By Tommy Wilkes and John McCrank
LONDON/NEW YORK (Reuters) – The United States, the European Union and Britain announced new sanctions on Russia on Tuesday after Moscow’s recognition of two separatist regions in Ukraine as independent entities.
Chief among their targets: Russian banks and their ability to operate internationally.
Yet the impact of the new sanctions is likely to be minimal. Western governments – for now – are preferring to keep the much larger sanctions packages that they have planned in reserve should the crisis escalate.
It means Russian bankers or their Western counterparts with exposures to the country won’t be losing much sleep.
Indeed, U.S. banks are not expecting global sanctions to have a major impact on American bank businesses or spark contagion risk, given lenders have little exposure to the Russian economy, said three executives familiar with industry thinking. [nL8N2UX2PZ]
Here’s how the banks are being targeted and which measures might hit harder:
WHAT HAS BEEN ANNOUNCED SO FAR?
European foreign ministers agreed to sanction 27 individuals and entities, including banks financing Russian decision-makers and operations in the breakaway territories.
The package of sanctions also includes all members of the lower house of the Russian parliament who voted in favour of the recognition of the breakaway regions.
Britain imposed sanctions on Gennady Timchenko and two other billionaires with close links to Russian President Vladimir Putin, and on five banks – Rossiya, IS Bank, GenBank, Promsvyazbank and the Black Sea Bank.
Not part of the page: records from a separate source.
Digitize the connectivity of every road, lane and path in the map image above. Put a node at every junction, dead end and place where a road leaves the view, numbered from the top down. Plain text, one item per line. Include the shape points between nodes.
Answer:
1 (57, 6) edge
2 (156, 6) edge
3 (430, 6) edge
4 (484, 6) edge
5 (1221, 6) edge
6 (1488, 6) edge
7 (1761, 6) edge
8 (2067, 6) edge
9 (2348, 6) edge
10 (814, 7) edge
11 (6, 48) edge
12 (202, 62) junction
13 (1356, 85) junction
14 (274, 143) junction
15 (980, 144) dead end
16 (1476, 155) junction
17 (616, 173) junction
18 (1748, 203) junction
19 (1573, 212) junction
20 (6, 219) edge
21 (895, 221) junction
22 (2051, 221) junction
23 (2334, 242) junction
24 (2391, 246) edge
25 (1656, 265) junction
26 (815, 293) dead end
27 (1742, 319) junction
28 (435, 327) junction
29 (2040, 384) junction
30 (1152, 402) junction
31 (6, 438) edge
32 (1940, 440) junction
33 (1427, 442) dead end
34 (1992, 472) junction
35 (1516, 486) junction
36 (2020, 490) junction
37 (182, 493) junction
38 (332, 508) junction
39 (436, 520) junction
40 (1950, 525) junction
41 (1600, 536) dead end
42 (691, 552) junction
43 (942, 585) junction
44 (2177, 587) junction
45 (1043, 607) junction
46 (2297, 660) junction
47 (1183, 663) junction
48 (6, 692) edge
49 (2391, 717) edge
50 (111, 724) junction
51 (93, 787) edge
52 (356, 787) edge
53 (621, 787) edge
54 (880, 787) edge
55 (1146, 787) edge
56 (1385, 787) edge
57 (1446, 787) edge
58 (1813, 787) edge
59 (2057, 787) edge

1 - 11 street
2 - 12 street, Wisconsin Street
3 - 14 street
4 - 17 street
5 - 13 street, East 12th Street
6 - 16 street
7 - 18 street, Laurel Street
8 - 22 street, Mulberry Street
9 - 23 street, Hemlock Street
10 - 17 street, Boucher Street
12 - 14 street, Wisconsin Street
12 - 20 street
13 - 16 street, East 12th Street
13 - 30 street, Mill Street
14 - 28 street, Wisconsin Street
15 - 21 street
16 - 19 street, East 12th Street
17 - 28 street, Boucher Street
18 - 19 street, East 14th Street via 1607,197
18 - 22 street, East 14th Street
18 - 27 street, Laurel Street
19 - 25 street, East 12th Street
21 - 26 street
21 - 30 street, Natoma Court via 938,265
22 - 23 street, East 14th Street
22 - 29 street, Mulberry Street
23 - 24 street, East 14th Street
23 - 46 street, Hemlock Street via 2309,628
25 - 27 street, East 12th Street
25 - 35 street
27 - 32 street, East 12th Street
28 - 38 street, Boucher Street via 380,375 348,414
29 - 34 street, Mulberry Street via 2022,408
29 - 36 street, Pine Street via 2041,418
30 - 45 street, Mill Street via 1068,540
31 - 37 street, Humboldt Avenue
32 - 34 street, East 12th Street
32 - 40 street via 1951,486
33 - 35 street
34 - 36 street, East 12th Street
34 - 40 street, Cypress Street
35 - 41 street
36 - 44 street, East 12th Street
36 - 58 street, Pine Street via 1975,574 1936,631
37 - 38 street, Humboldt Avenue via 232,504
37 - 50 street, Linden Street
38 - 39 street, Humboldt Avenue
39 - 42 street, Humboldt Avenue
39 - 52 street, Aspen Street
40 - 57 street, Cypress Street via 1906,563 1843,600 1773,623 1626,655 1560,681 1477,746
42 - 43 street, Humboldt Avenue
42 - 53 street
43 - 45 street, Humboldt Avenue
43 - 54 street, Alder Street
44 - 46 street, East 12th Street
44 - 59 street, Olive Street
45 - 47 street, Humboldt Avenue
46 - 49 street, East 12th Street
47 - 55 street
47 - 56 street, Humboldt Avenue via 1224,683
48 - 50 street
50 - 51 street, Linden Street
The lenders are relatively small and only military bank Promsvyazbank is on the Russian central bank’s list of systemically important credit institutions.
Bank Rossiya is already under U.S. sanctions from 2014 for its close ties to Kremlin officials.
Washington imposed sanctions on Promsvyazbank and VEB bank.
It also ramped up prohibitions on Russian sovereign debt, which U.S. President Joe Biden said meant the Russian government would be cut off from Western financing. The U.S. Treasury said it was extending current prohibitions to cover participation in the secondary market for bonds issued after March 1 by Russia’s Central Bank and other entities.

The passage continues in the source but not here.